The Government and the autonomous communities will address this Wednesday the transfer to the peninsula of around 380 unaccompanied migrant minors from Ceuta and, above all, from the Canary Islands, which currently oversees some 3,000 foreign minors while cayucos continue to arrive in the archipelago.
This transfer is in compliance with the agreement reached last year at the Sectoral Conference on Children, when the different administrations committed to transfer 400 minors in 2022 (340 from the Canary Islands and 60 from Ceuta) and 374 in 2023 (342 from the Canary Islands and 32 from Ceuta).
According to sources from the Ministry of Social Rights informed EFE on the eve of Wednesday's meeting, all regional governments have received the proposal and the vast majority have shown their willingness to welcome foreign minors, a decision that, they recall, is voluntary.

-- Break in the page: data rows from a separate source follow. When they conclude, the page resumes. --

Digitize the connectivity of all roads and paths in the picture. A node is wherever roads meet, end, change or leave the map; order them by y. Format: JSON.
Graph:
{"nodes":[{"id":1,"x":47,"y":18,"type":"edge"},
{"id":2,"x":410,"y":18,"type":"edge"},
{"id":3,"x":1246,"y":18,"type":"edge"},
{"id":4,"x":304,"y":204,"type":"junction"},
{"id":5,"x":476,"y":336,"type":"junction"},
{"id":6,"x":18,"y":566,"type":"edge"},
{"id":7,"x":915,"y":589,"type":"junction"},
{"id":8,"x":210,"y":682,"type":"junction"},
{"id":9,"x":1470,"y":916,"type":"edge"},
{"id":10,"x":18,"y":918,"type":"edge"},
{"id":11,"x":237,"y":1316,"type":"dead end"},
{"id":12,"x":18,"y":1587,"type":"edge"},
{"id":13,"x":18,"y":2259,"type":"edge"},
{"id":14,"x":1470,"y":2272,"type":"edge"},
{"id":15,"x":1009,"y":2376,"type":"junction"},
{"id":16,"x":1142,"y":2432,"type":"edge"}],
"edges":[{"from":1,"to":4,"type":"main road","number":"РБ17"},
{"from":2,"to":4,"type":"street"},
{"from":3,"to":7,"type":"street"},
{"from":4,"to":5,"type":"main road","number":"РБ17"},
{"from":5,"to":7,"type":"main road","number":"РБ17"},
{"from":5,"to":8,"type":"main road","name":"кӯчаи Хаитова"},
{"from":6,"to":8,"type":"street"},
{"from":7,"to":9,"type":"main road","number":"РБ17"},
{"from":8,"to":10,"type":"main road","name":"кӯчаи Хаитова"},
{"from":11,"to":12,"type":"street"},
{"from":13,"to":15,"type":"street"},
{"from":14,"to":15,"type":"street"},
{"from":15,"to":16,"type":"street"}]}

The meeting will also finalize the distribution of another 20 million euros to finance the host communities' reception places.
The agreement reached last year fell far short of the expectations of the Canary Islands, and its president, Fernando Clavijo, criticized this Sunday that it has not yet been implemented. He denounced that "the Canary Islands are alone in the face of this migratory crisis" and asked for help to care for the 3,000 unaccompanied minors that the regional administration is currently overseeing.
According to the figures he offered yesterday, in El Hierro, the destination of the last cayucos, only 50 minors can be cared for and there are currently more than 200, although in recent days 340 have been transferred to other islands.